El perdón y la misericordia que le negó a otros, las solicitaba para él.

Pero el perdón no llegaba, ni la cura, ni el descanso, ni el olvido, ni la muerte.

“Vas a querer morirte y no lo harás”

Un objeto con filo, se concentró a buscar un objeto con filo. Arrastrándose alcanzó un sucio vaso de cristal sobre la mesa, y moviéndola, lo hizo caer. Morir, dormir, descansar, cerrar lo ojos y alejarse de esta horrible situación. Si, deseaba morir, hubiese cambiado su dinero, sus influencias, su supuesto poder, solo porque alguien llegase y le hiciere el favor de volarle los sesos. Le daba asco ver su propia mano verdosa e hinchada. Tomó el vaso quebrado y trató de cortarse la venas lo más profundamente posible. No era sangre lo que salía.

Era pus.

Un ronco lamento, el llorar de un monstruo, asustó a los vecinos. Pudo escuchar las sirenas de la policía, los pasos y los gritos. Incapaz ya de hablar o emitir sonido alguno, percibió con alegría interna la patada que derrumbó la puerta.

– ¡Rayos! ¡Que asco! ¡Le salen cucarachas por todos lados!

– Ni se acerquen al cadáver. Es cosa del forense.

– ¿Seguro que está muerto?

– ¿A poco te parece una cosa viva?

“Pero lo soy” pensaba. “¡Soy alguien vivo! ¡Estoy vivo! ¡Quiero morir! ¡Pero no puedo!”

Hombres con máscaras y guantes lo subieron a una camilla recubierta con plástico y lo llevaron a la morgue. En algún momento, sus párpados se endurecieron y no pudo cerrarlos, por lo que veía todo con el escozor de ojos resecos y ulcerados. Atestiguó su propia disección apresurada, las caras de repulsión involuntaria de los forenses, nombrando a los hongos y colonias de parásitos que anidaron en sus órganos. Algún familiar lo identificó, solicitando de inmediato su cremación.

Sería quemado vivo.

Notó los despojos putrefactos de su cuerpo siendo colocados en un ataúd barato. El movimiento hacia el interior del horno. El calor ascendiendo, el crujir de la madera. Las llamas envolviéndolo, la piel hincharse y estallar. Incluso a los insectos tratando de escapar sin éxito de esa caja quemándose.

“El fuego me matará, todo esto va a terminar pronto, ya no puedo seguir sufriendo dolor si soy solo cenizas.”

Dicen que en verdad, nadie cree en el Infierno.

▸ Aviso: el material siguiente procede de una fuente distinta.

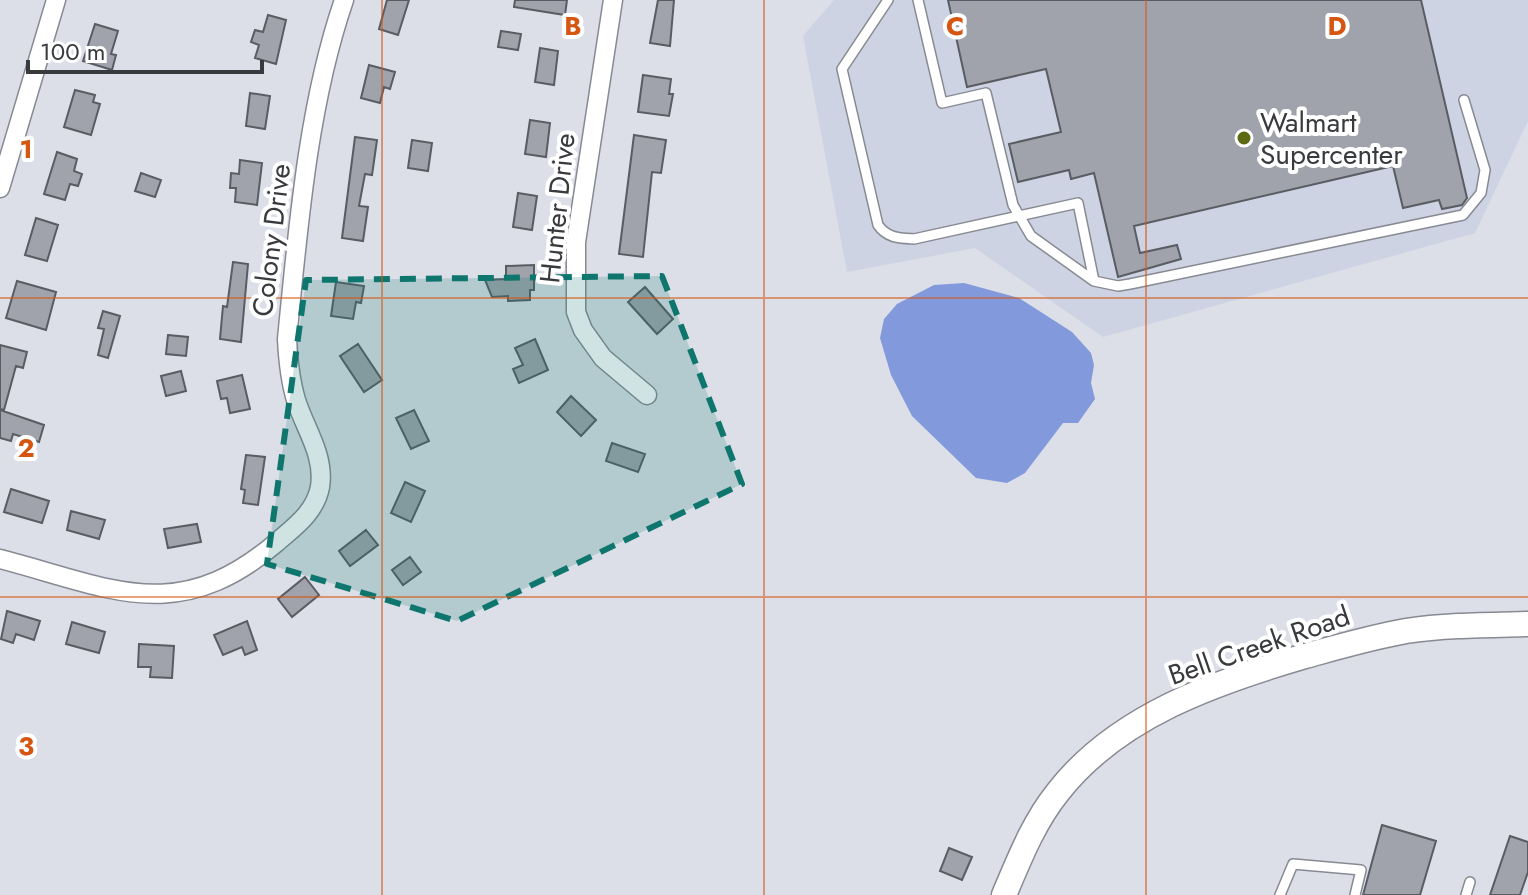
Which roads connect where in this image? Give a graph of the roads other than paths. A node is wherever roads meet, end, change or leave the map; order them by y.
1 (56, 0) edge
2 (344, 0) edge
3 (613, 0) edge
4 (888, 0) edge
5 (918, 0) edge
6 (1464, 100) dead end
7 (0, 188) edge
8 (1019, 217) junction
9 (1094, 281) junction
10 (647, 395) dead end
11 (0, 559) edge
12 (1528, 624) edge
13 (1470, 882) dead end
14 (1004, 895) edge
15 (1280, 895) edge
16 (1355, 895) edge
17 (1466, 895) edge

1 - 7 street
2 - 11 street, Colony Drive
3 - 10 street, Hunter Drive
4 - 8 lane
5 - 8 lane
6 - 9 lane
8 - 9 lane
8 - 9 lane
12 - 14 street, Bell Creek Road
13 - 17 lane
15 - 16 lane

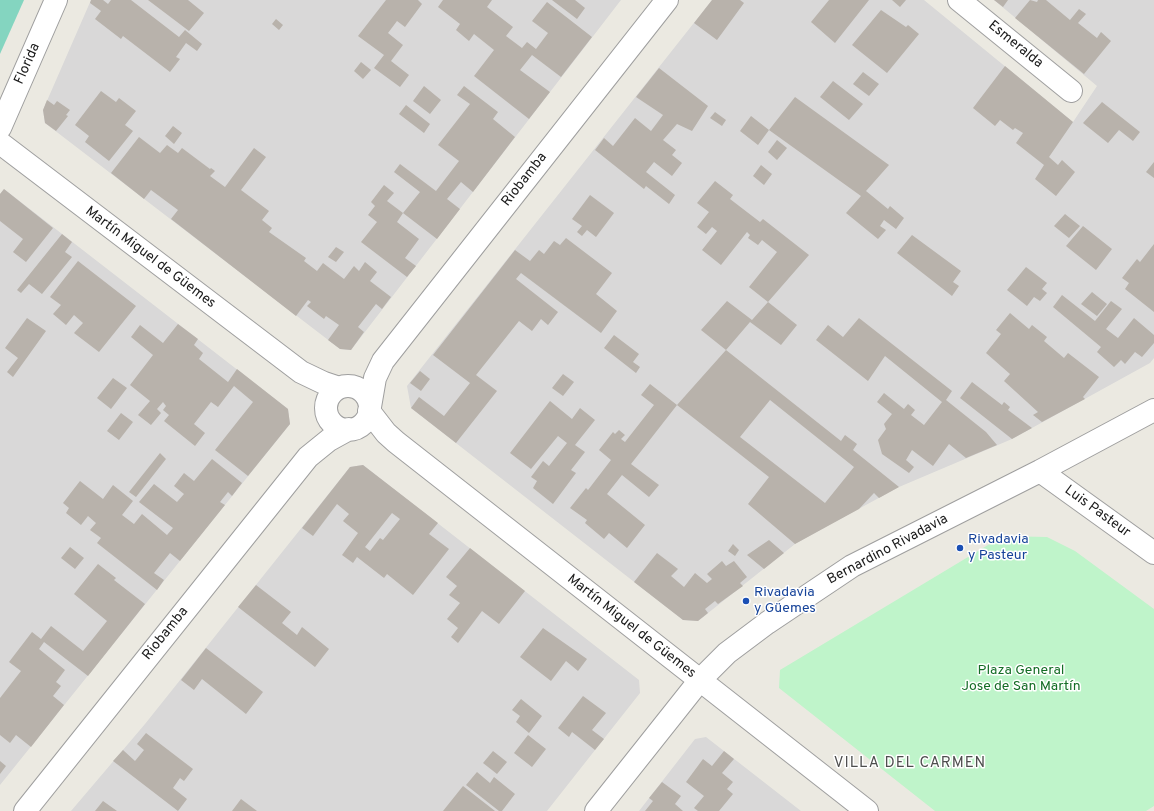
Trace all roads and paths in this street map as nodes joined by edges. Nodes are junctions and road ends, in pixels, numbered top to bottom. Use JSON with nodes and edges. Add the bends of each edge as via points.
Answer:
{"nodes":[{"id":1,"x":56,"y":0,"type":"edge"},
{"id":2,"x":667,"y":0,"type":"edge"},
{"id":3,"x":959,"y":0,"type":"edge"},
{"id":4,"x":1071,"y":91,"type":"dead end"},
{"id":5,"x":0,"y":128,"type":"edge"},
{"id":6,"x":0,"y":144,"type":"edge"},
{"id":7,"x":383,"y":361,"type":"junction"},
{"id":8,"x":300,"y":372,"type":"junction"},
{"id":9,"x":343,"y":387,"type":"junction"},
{"id":10,"x":327,"y":409,"type":"junction"},
{"id":11,"x":1154,"y":410,"type":"edge"},
{"id":12,"x":361,"y":419,"type":"junction"},
{"id":13,"x":308,"y":457,"type":"junction"},
{"id":14,"x":1040,"y":471,"type":"junction"},
{"id":15,"x":1154,"y":553,"type":"edge"},
{"id":16,"x":700,"y":680,"type":"junction"},
{"id":17,"x":25,"y":811,"type":"edge"},
{"id":18,"x":596,"y":811,"type":"edge"},
{"id":19,"x":867,"y":811,"type":"edge"}],
"edges":[{"from":1,"to":5,"type":"street","name":"Florida"},
{"from":2,"to":7,"type":"street","name":"Riobamba"},
{"from":3,"to":4,"type":"street","name":"Esmeralda"},
{"from":6,"to":8,"type":"street","name":"Martín Miguel de Güemes"},
{"from":7,"to":9,"type":"street","name":"Riobamba","via":[[365,376]]},
{"from":7,"to":12,"type":"street","name":"Riobamba"},
{"from":8,"to":9,"type":"street","name":"Martín Miguel de Güemes","via":[[324,383]]},
{"from":8,"to":10,"type":"street","name":"Martín Miguel de Güemes"},
{"from":9,"to":10,"type":"street","via":[[329,397]]},
{"from":9,"to":12,"type":"street","via":[[354,386],[365,394]]},
{"from":10,"to":12,"type":"street","via":[[333,423],[339,427]]},
{"from":10,"to":13,"type":"street","name":"Riobamba"},
{"from":11,"to":14,"type":"street","name":"Bernardino Rivadavia","via":[[1140,420]]},
{"from":12,"to":13,"type":"street","name":"Riobamba"},
{"from":12,"to":16,"type":"street","name":"Martín Miguel de Güemes","via":[[386,433]]},
{"from":13,"to":17,"type":"street","name":"Riobamba"},
{"from":14,"to":15,"type":"street","name":"Luis Pasteur"},
{"from":14,"to":16,"type":"street","name":"Bernardino Rivadavia","via":[[852,566],[727,653]]},
{"from":16,"to":18,"type":"street","name":"Bernardino Rivadavia"},
{"from":16,"to":19,"type":"street","name":"Martín Miguel de Güemes"}]}
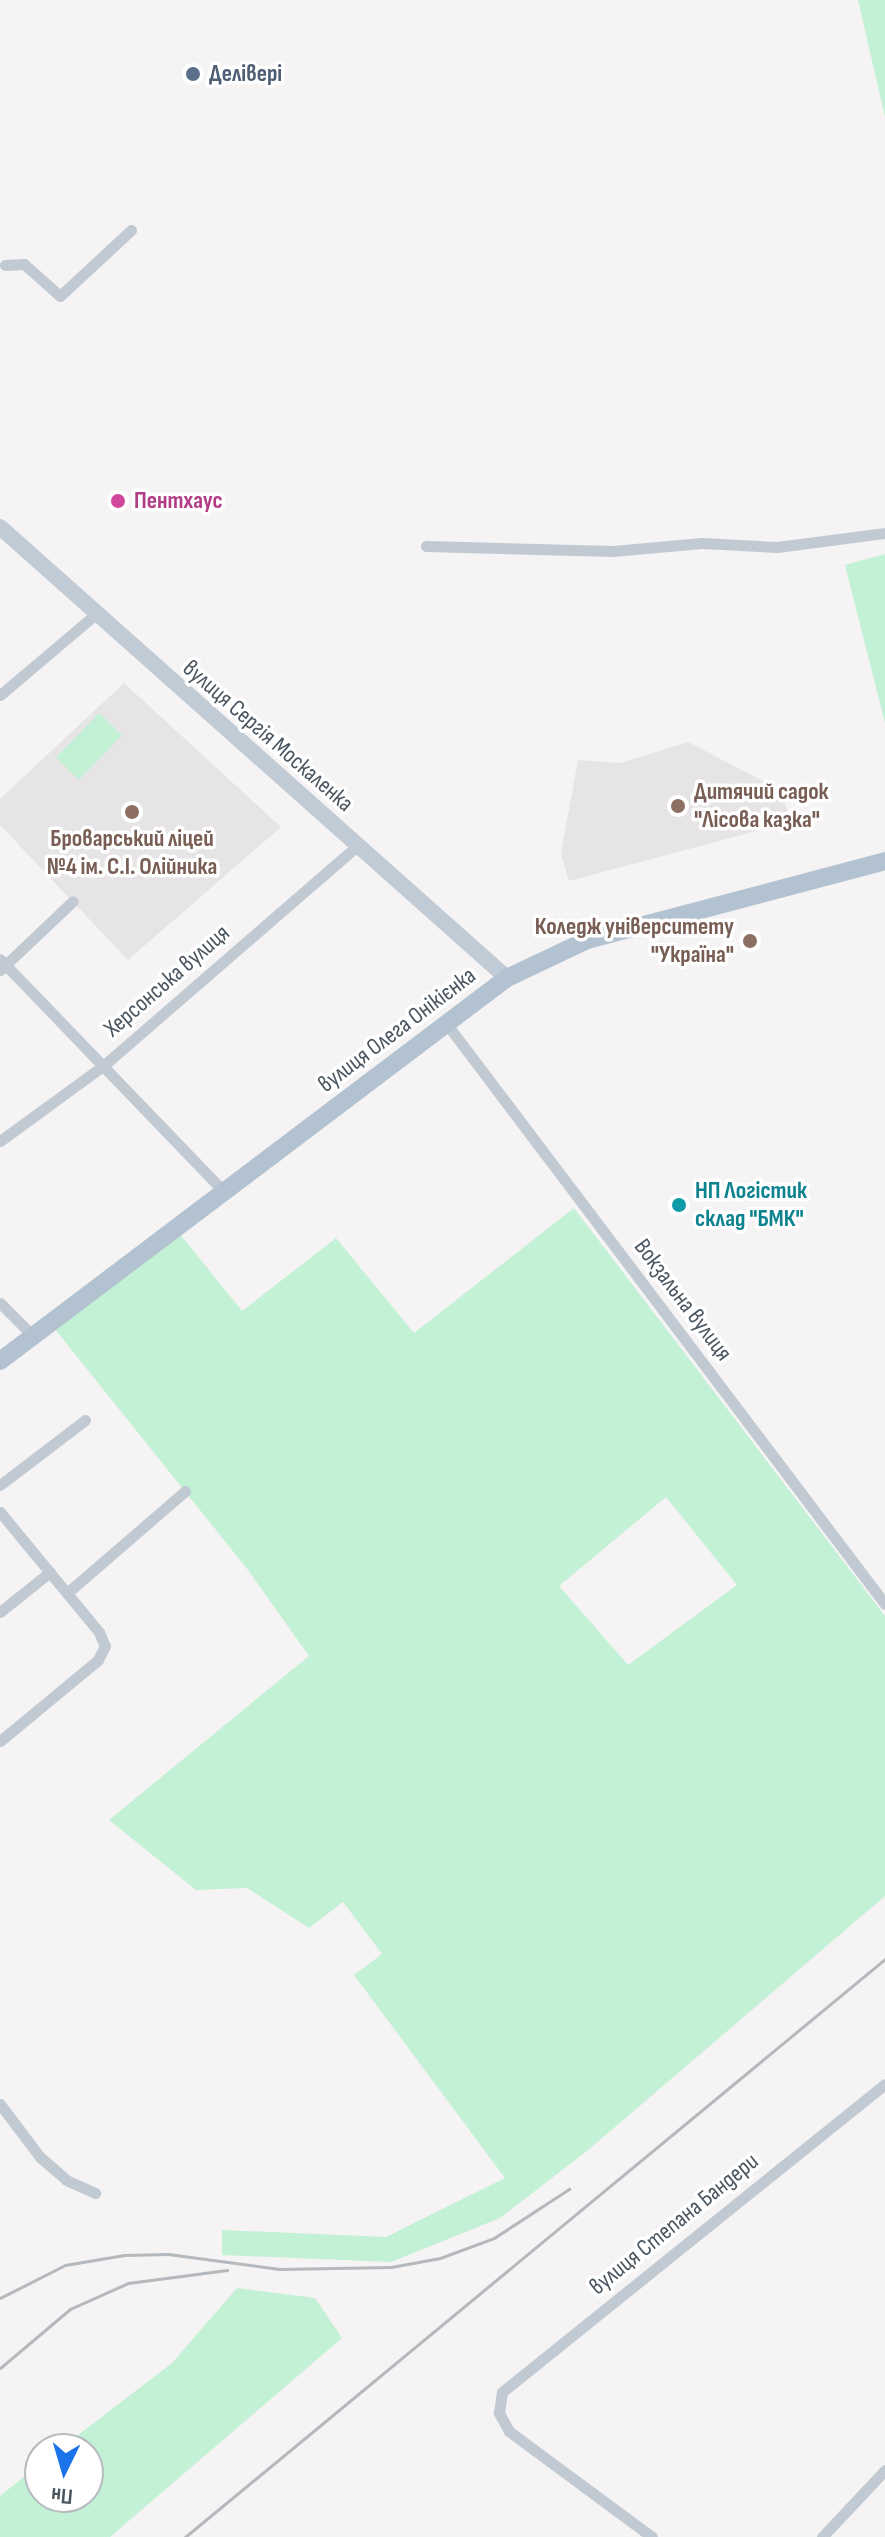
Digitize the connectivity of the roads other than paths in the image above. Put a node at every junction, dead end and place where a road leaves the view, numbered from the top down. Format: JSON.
{"nodes":[{"id":1,"x":131,"y":230,"type":"dead end"},
{"id":2,"x":2,"y":264,"type":"edge"},
{"id":3,"x":0,"y":527,"type":"edge"},
{"id":4,"x":885,"y":533,"type":"edge"},
{"id":5,"x":426,"y":546,"type":"dead end"},
{"id":6,"x":96,"y":614,"type":"junction"},
{"id":7,"x":0,"y":695,"type":"edge"},
{"id":8,"x":357,"y":846,"type":"junction"},
{"id":9,"x":885,"y":861,"type":"edge"},
{"id":10,"x":73,"y":901,"type":"dead end"},
{"id":11,"x":2,"y":965,"type":"edge"},
{"id":12,"x":507,"y":978,"type":"junction"},
{"id":13,"x":446,"y":1023,"type":"junction"},
{"id":14,"x":103,"y":1066,"type":"junction"},
{"id":15,"x":0,"y":1141,"type":"edge"},
{"id":16,"x":223,"y":1191,"type":"junction"},
{"id":17,"x":0,"y":1303,"type":"edge"},
{"id":18,"x":33,"y":1336,"type":"junction"},
{"id":19,"x":0,"y":1361,"type":"edge"},
{"id":20,"x":85,"y":1420,"type":"dead end"},
{"id":21,"x":0,"y":1485,"type":"edge"},
{"id":22,"x":185,"y":1491,"type":"dead end"},
{"id":23,"x":0,"y":1512,"type":"edge"},
{"id":24,"x":50,"y":1572,"type":"junction"},
{"id":25,"x":67,"y":1593,"type":"junction"},
{"id":26,"x":885,"y":1604,"type":"edge"},
{"id":27,"x":0,"y":1612,"type":"edge"},
{"id":28,"x":0,"y":1741,"type":"edge"},
{"id":29,"x":885,"y":2084,"type":"edge"},
{"id":30,"x":0,"y":2104,"type":"edge"},
{"id":31,"x":95,"y":2193,"type":"dead end"},
{"id":32,"x":885,"y":2470,"type":"edge"},
{"id":33,"x":652,"y":2537,"type":"edge"},
{"id":34,"x":822,"y":2537,"type":"edge"}],
"edges":[{"from":1,"to":2,"type":"street"},
{"from":3,"to":6,"type":"main road","name":"вулиця Сергія Москаленка"},
{"from":4,"to":5,"type":"street"},
{"from":6,"to":7,"type":"street"},
{"from":6,"to":8,"type":"main road","name":"вулиця Сергія Москаленка"},
{"from":8,"to":12,"type":"main road","name":"вулиця Сергія Москаленка"},
{"from":8,"to":14,"type":"street","name":"Херсонська вулиця"},
{"from":9,"to":12,"type":"main road","name":"вулиця Олега Онікієнка"},
{"from":10,"to":11,"type":"street"},
{"from":11,"to":14,"type":"street"},
{"from":12,"to":13,"type":"main road","name":"вулиця Олега Онікієнка"},
{"from":13,"to":16,"type":"main road","name":"вулиця Олега Онікієнка"},
{"from":13,"to":26,"type":"street","name":"Вокзальна вулиця"},
{"from":14,"to":15,"type":"street","name":"Херсонська вулиця"},
{"from":14,"to":16,"type":"street"},
{"from":16,"to":18,"type":"main road","name":"вулиця Олега Онікієнка"},
{"from":17,"to":18,"type":"street"},
{"from":18,"to":19,"type":"main road","name":"вулиця Олега Онікієнка"},
{"from":20,"to":21,"type":"street"},
{"from":22,"to":25,"type":"street"},
{"from":23,"to":24,"type":"street"},
{"from":24,"to":25,"type":"street"},
{"from":24,"to":27,"type":"street"},
{"from":25,"to":28,"type":"street"},
{"from":29,"to":33,"type":"street","name":"вулиця Степана Бандери"},
{"from":30,"to":31,"type":"street"},
{"from":32,"to":34,"type":"street"}]}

Quieren creer, así como quieren creer en el Paraíso, sin embargo, en el último momento, albergan la esperanza de que solo se tratase de cuentos para asustar a los crédulos. Él, por supuesto, no creía en el Infierno. No quería hacerlo.

“¡Irás al estómago del Diablo! ¡Al maldito infierno!”

El fuego parecía hacerse más cruel y violento. Y en vez de perder sensaciones, se hacían más intensas. Ahora oía gritos. Gritos terribles. Una ráfaga ardiente le arrancó trozos de piel enferma, a la par de un olor nauseabundo permeando sus pulmones deshechos. El ataúd y las paredes del horno habían sido tragados por las llamas. Libre en ellas, él se encontró capaz de alzar la cabeza, el cuello, el torso, y finalmente, ponerse de pie.

Entonces, vio a la bestia. Tenía tres cuencas en el cráneo inmenso, y cada cuenca tenía miles de ojos observándolo, y debajo, una boca hecha de miles de bocas.

Él vio los dientes de esas bocas. Y supo donde pasaría el resto de la eternidad.